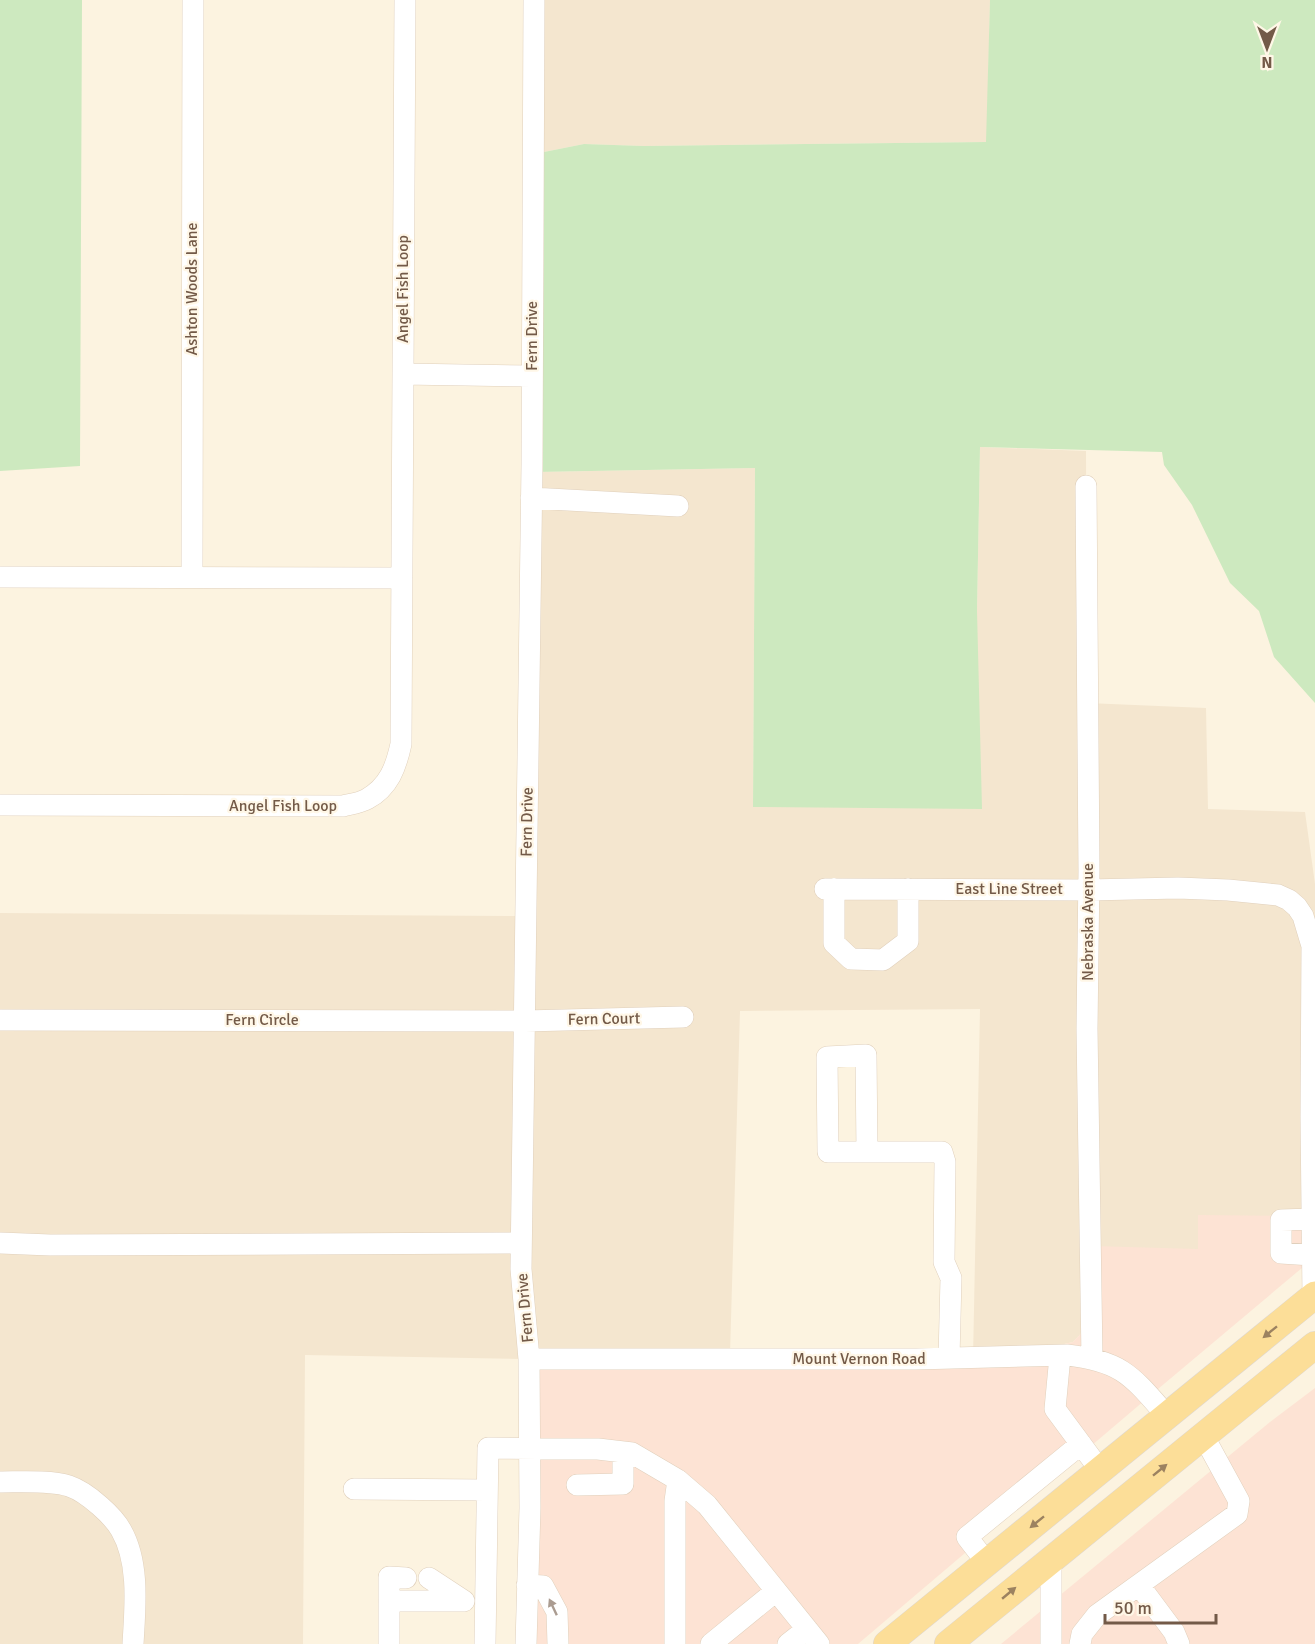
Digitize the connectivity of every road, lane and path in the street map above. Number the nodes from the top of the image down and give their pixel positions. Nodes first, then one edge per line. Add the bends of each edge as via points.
1 (193, 0) edge
2 (405, 0) edge
3 (534, 0) edge
4 (403, 374) junction
5 (532, 376) junction
6 (1086, 486) dead end
7 (531, 498) junction
8 (678, 506) dead end
9 (0, 576) edge
10 (192, 577) junction
11 (402, 578) junction
12 (0, 805) edge
13 (908, 889) junction
14 (1089, 890) junction
15 (683, 1017) dead end
16 (0, 1020) edge
17 (525, 1021) junction
18 (867, 1152) junction
19 (1313, 1223) edge
20 (0, 1243) edge
21 (521, 1243) junction
22 (1312, 1255) junction
23 (1314, 1296) edge
24 (1315, 1345) edge
25 (1059, 1356) junction
26 (949, 1358) junction
27 (1092, 1358) junction
28 (530, 1359) junction
29 (1293, 1362) junction
30 (1163, 1419) junction
31 (1203, 1435) junction
32 (1081, 1444) junction
33 (530, 1448) junction
34 (623, 1452) junction
35 (1100, 1470) junction
36 (678, 1480) junction
37 (0, 1482) edge
38 (577, 1485) dead end
39 (354, 1489) dead end
40 (487, 1490) junction
41 (1051, 1559) junction
42 (987, 1563) junction
43 (406, 1578) dead end
44 (429, 1578) dead end
45 (527, 1585) junction
46 (1138, 1585) junction
47 (776, 1591) junction
48 (462, 1600) junction
49 (486, 1600) junction
50 (389, 1601) junction
51 (813, 1636) edge
52 (133, 1644) edge
53 (389, 1644) edge
54 (485, 1644) edge
55 (526, 1644) edge
56 (558, 1644) edge
57 (675, 1644) edge
58 (711, 1644) edge
59 (789, 1644) edge
60 (887, 1644) edge
61 (928, 1644) edge
62 (948, 1644) edge
63 (1051, 1644) edge
64 (1080, 1644) edge
65 (1179, 1644) edge

1 - 10 street, Ashton Woods Lane
2 - 4 street, Angel Fish Loop
3 - 5 street, Fern Drive
4 - 5 street
4 - 11 street, Angel Fish Loop
5 - 7 street, Fern Drive
6 - 14 street, Nebraska Avenue
7 - 8 street
7 - 17 street, Fern Drive
9 - 10 street
10 - 11 street
11 - 12 street, Angel Fish Loop via 401,744 397,766 385,785 366,800 343,806
13 - 13 street, East Line Street via 830,889 834,943 851,958 883,960 908,941
13 - 14 street, East Line Street
14 - 19 street, East Line Street via 1178,888 1278,895 1289,900 1304,916 1312,946
14 - 27 street, Nebraska Avenue
15 - 17 street, Fern Court
16 - 17 street, Fern Circle
17 - 21 street, Fern Drive
18 - 18 street via 828,1152 826,1057 866,1055
18 - 26 street via 942,1152 944,1262 951,1278
19 - 22 street
19 - 22 street via 1281,1220 1281,1253
20 - 21 street
21 - 28 street, Fern Drive
22 - 23 street
23 - 29 main road via 1308,1331
23 -> 30 main road
24 - 29 main road
25 - 26 street, Mount Vernon Road
25 - 27 street, Mount Vernon Road
25 - 32 street via 1055,1409
26 - 28 street, Mount Vernon Road
27 - 30 street, Mount Vernon Road via 1127,1373
28 - 33 street, Fern Drive
29 - 31 main road
30 - 35 main road
30 - 41 main road via 1148,1452 1052,1536
41 -> 31 main road
31 - 46 street via 1239,1501 1237,1514
32 - 35 street
32 - 42 street via 967,1537
33 - 34 street
33 - 40 street via 488,1448
33 - 45 street, Fern Drive
34 - 36 street
34 - 38 street via 623,1484
35 -> 42 main road
36 - 47 street via 707,1505
36 - 57 street
37 - 52 street via 67,1485 94,1500 110,1515 128,1544 134,1576
39 - 40 street
40 - 49 street
62 -> 41 main road
41 - 63 street
42 - 60 main road
42 - 61 main road via 987,1583 982,1595
43 - 50 street via 389,1577
44 - 48 street
45 - 55 street, Fern Drive
56 -> 45 street via 557,1612 543,1586
46 - 64 street via 1097,1615 1082,1634
46 - 65 street
47 - 51 street
47 - 58 street
48 - 49 street
48 - 50 street
49 - 54 street
50 - 53 street
51 - 59 street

* _AIM OF THE EXERCISE_
Every line above is to be duplicated exactly; no picture should be carried over.

* _RESPONSE TO THIS TASK_
Digitize the connectivity of every road, lane and path in the street map above. Number the nodes from the top of the image down and give their pixel positions. Nodes first, then one edge per line. Add the bends of each edge as via points.
1 (193, 0) edge
2 (405, 0) edge
3 (534, 0) edge
4 (403, 374) junction
5 (532, 376) junction
6 (1086, 486) dead end
7 (531, 498) junction
8 (678, 506) dead end
9 (0, 576) edge
10 (192, 577) junction
11 (402, 578) junction
12 (0, 805) edge
13 (908, 889) junction
14 (1089, 890) junction
15 (683, 1017) dead end
16 (0, 1020) edge
17 (525, 1021) junction
18 (867, 1152) junction
19 (1313, 1223) edge
20 (0, 1243) edge
21 (521, 1243) junction
22 (1312, 1255) junction
23 (1314, 1296) edge
24 (1315, 1345) edge
25 (1059, 1356) junction
26 (949, 1358) junction
27 (1092, 1358) junction
28 (530, 1359) junction
29 (1293, 1362) junction
30 (1163, 1419) junction
31 (1203, 1435) junction
32 (1081, 1444) junction
33 (530, 1448) junction
34 (623, 1452) junction
35 (1100, 1470) junction
36 (678, 1480) junction
37 (0, 1482) edge
38 (577, 1485) dead end
39 (354, 1489) dead end
40 (487, 1490) junction
41 (1051, 1559) junction
42 (987, 1563) junction
43 (406, 1578) dead end
44 (429, 1578) dead end
45 (527, 1585) junction
46 (1138, 1585) junction
47 (776, 1591) junction
48 (462, 1600) junction
49 (486, 1600) junction
50 (389, 1601) junction
51 (813, 1636) edge
52 (133, 1644) edge
53 (389, 1644) edge
54 (485, 1644) edge
55 (526, 1644) edge
56 (558, 1644) edge
57 (675, 1644) edge
58 (711, 1644) edge
59 (789, 1644) edge
60 (887, 1644) edge
61 (928, 1644) edge
62 (948, 1644) edge
63 (1051, 1644) edge
64 (1080, 1644) edge
65 (1179, 1644) edge

1 - 10 street, Ashton Woods Lane
2 - 4 street, Angel Fish Loop
3 - 5 street, Fern Drive
4 - 5 street
4 - 11 street, Angel Fish Loop
5 - 7 street, Fern Drive
6 - 14 street, Nebraska Avenue
7 - 8 street
7 - 17 street, Fern Drive
9 - 10 street
10 - 11 street
11 - 12 street, Angel Fish Loop via 401,744 397,766 385,785 366,800 343,806
13 - 13 street, East Line Street via 830,889 834,943 851,958 883,960 908,941
13 - 14 street, East Line Street
14 - 19 street, East Line Street via 1178,888 1278,895 1289,900 1304,916 1312,946
14 - 27 street, Nebraska Avenue
15 - 17 street, Fern Court
16 - 17 street, Fern Circle
17 - 21 street, Fern Drive
18 - 18 street via 828,1152 826,1057 866,1055
18 - 26 street via 942,1152 944,1262 951,1278
19 - 22 street
19 - 22 street via 1281,1220 1281,1253
20 - 21 street
21 - 28 street, Fern Drive
22 - 23 street
23 - 29 main road via 1308,1331
23 -> 30 main road
24 - 29 main road
25 - 26 street, Mount Vernon Road
25 - 27 street, Mount Vernon Road
25 - 32 street via 1055,1409
26 - 28 street, Mount Vernon Road
27 - 30 street, Mount Vernon Road via 1127,1373
28 - 33 street, Fern Drive
29 - 31 main road
30 - 35 main road
30 - 41 main road via 1148,1452 1052,1536
41 -> 31 main road
31 - 46 street via 1239,1501 1237,1514
32 - 35 street
32 - 42 street via 967,1537
33 - 34 street
33 - 40 street via 488,1448
33 - 45 street, Fern Drive
34 - 36 street
34 - 38 street via 623,1484
35 -> 42 main road
36 - 47 street via 707,1505
36 - 57 street
37 - 52 street via 67,1485 94,1500 110,1515 128,1544 134,1576
39 - 40 street
40 - 49 street
62 -> 41 main road
41 - 63 street
42 - 60 main road
42 - 61 main road via 987,1583 982,1595
43 - 50 street via 389,1577
44 - 48 street
45 - 55 street, Fern Drive
56 -> 45 street via 557,1612 543,1586
46 - 64 street via 1097,1615 1082,1634
46 - 65 street
47 - 51 street
47 - 58 street
48 - 49 street
48 - 50 street
49 - 54 street
50 - 53 street
51 - 59 street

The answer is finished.